While interest in customers connecting to fibre was "booming", Moutter said he remained "cautious about what is still a very clumsy customer experience".

The broadband market was difficult and competitive, Moutter said, with 80 active players.
Moutter discussed an evolution of digital television medium Lightbox, which could include a partnership with content providers, instead of buying all its content.

"The market is already very different to when we launched Lightbox 18 months ago, and we expect that pace of change to continue," he said.

Prepay sim cards will be less of a focus for Spark in the future.

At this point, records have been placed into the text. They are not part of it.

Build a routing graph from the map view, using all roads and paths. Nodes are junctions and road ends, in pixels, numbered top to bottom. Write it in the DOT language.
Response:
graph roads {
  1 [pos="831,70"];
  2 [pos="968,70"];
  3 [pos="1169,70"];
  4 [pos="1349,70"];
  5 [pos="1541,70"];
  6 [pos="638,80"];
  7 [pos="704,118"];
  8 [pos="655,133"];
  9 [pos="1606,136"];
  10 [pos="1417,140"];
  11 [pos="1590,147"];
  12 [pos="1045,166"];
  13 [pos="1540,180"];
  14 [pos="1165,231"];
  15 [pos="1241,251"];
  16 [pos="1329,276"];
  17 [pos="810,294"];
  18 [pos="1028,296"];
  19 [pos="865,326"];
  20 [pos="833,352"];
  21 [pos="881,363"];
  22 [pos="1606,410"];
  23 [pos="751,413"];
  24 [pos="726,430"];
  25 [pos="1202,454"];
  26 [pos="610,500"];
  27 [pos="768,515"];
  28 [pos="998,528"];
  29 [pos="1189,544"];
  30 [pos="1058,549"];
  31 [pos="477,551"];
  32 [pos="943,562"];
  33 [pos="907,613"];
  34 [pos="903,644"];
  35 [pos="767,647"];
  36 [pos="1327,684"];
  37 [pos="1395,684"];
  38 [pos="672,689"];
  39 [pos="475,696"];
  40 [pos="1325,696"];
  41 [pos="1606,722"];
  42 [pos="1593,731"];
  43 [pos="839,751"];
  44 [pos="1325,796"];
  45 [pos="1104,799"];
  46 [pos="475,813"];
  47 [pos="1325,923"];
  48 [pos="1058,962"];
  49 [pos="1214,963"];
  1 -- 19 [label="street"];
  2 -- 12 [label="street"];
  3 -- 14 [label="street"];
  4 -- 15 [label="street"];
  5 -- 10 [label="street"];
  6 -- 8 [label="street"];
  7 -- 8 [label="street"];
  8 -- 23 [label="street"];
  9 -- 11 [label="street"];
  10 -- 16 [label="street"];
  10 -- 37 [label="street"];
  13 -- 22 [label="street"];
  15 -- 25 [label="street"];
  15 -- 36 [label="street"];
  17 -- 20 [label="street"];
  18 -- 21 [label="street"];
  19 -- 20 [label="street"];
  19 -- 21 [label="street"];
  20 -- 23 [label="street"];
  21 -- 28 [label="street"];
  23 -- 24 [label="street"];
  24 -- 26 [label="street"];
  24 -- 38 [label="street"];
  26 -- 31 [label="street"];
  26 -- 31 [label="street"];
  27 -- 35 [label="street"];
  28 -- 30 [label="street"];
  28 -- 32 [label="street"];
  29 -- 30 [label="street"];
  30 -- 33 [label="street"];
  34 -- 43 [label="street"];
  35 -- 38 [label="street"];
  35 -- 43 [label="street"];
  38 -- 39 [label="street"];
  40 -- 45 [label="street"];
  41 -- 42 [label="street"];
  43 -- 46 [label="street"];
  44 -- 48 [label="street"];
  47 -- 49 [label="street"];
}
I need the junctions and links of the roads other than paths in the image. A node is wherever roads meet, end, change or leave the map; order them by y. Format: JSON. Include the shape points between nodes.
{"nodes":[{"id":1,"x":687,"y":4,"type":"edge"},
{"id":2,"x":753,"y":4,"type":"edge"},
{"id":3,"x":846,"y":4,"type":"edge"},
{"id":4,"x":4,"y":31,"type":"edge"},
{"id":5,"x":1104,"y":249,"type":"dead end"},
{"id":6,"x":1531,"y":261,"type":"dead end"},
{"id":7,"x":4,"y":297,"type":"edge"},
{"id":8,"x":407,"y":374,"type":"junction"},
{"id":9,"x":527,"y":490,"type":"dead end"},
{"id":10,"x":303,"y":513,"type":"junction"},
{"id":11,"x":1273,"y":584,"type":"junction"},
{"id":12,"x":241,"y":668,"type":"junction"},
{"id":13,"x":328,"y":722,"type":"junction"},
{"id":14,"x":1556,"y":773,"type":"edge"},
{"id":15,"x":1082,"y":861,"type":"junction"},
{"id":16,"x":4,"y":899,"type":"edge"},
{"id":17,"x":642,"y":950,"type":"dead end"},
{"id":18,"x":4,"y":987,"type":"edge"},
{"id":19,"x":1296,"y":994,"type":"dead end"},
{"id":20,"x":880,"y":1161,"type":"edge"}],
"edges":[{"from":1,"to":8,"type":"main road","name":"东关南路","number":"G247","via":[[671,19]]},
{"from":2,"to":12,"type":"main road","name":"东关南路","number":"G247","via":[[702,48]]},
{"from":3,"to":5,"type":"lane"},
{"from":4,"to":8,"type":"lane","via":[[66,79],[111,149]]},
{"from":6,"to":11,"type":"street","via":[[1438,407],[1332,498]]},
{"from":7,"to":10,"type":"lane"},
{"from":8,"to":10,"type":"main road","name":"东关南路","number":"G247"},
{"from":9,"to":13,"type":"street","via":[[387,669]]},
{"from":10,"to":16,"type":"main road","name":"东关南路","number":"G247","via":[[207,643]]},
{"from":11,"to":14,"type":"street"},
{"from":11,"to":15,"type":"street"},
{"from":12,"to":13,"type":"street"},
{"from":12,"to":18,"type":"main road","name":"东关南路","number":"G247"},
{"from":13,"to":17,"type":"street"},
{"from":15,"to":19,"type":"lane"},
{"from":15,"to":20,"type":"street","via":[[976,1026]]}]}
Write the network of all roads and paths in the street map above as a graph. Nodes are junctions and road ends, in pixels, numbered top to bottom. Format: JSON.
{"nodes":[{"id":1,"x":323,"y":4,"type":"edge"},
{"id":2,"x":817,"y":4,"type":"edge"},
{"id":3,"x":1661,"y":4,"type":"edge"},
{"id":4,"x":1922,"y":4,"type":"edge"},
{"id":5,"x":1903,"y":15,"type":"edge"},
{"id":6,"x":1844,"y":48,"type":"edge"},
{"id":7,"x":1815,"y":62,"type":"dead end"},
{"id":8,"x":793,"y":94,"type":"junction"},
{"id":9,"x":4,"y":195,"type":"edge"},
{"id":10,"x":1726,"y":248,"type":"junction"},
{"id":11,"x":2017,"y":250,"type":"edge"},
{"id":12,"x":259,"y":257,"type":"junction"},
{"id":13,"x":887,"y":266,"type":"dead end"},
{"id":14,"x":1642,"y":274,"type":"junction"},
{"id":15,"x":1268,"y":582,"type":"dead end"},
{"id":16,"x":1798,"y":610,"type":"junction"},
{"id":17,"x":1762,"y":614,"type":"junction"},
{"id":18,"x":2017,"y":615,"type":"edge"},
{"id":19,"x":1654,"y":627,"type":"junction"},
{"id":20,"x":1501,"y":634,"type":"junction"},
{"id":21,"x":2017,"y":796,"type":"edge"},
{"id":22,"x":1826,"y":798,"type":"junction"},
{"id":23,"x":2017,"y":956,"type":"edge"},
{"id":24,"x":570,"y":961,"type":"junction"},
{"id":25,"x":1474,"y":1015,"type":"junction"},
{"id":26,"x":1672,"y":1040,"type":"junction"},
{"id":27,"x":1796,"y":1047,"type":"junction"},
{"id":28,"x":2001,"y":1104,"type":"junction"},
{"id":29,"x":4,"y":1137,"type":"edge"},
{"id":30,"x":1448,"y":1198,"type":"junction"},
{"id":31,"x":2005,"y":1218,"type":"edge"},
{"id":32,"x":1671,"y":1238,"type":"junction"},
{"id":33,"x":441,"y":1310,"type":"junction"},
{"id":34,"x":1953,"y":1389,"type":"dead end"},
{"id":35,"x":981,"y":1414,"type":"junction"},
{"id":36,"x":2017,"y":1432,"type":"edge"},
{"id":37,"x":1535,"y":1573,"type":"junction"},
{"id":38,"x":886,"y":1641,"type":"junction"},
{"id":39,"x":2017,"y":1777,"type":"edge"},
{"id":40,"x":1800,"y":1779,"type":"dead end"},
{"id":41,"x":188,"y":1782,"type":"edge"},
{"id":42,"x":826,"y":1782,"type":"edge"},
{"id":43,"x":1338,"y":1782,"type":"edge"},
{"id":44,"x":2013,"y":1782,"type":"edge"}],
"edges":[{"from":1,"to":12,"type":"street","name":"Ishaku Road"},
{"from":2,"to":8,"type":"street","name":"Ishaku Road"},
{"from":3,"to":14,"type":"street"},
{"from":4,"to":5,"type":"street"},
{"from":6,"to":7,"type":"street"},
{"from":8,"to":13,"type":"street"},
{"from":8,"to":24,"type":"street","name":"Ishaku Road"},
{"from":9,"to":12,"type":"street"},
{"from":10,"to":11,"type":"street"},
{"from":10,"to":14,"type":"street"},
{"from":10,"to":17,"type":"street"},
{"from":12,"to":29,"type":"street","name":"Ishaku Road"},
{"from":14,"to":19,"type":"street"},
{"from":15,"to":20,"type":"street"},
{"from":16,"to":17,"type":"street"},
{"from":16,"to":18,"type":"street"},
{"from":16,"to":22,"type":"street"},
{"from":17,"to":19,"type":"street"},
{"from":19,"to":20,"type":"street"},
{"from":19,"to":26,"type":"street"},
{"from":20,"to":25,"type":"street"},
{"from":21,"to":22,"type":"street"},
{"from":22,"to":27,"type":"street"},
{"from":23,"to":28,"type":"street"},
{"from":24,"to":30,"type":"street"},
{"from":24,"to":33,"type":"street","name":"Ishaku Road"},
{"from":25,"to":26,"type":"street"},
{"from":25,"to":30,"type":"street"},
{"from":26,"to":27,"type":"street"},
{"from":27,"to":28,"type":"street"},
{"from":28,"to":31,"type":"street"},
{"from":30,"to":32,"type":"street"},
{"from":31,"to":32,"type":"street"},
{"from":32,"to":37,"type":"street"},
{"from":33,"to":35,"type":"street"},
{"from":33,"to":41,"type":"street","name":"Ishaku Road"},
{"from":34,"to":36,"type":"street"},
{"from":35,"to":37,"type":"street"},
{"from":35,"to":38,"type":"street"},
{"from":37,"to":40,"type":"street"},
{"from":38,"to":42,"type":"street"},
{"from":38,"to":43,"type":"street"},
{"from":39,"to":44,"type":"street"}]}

The prepay business involved a "churn" of customers who swapped through different prepay providers and the company could pull out of the market, Moutter said.

Mobile revenue climbed 12 per cent to $563 million, while IT services was up 9.2 per cent to $322 million.
Voice calling revenue dropped 30 per cent to $337 million in the half, the first time it's dropped below broadband revenue, which was up 4.6 per cent to $339 million.

Moutter said the board's intention was still to pay annual dividends of 22c per share and special dividends of 3c per share.

The company affirmed guidance for ebitda to rise up to 3 per cent in the 2016 financial year.

The company's shares closed up 6.5c yesterday at $3.27.

The stock is rated an average 'hold' by eight analyst recommendations compiled by Reuters, with a median target price of $3.18.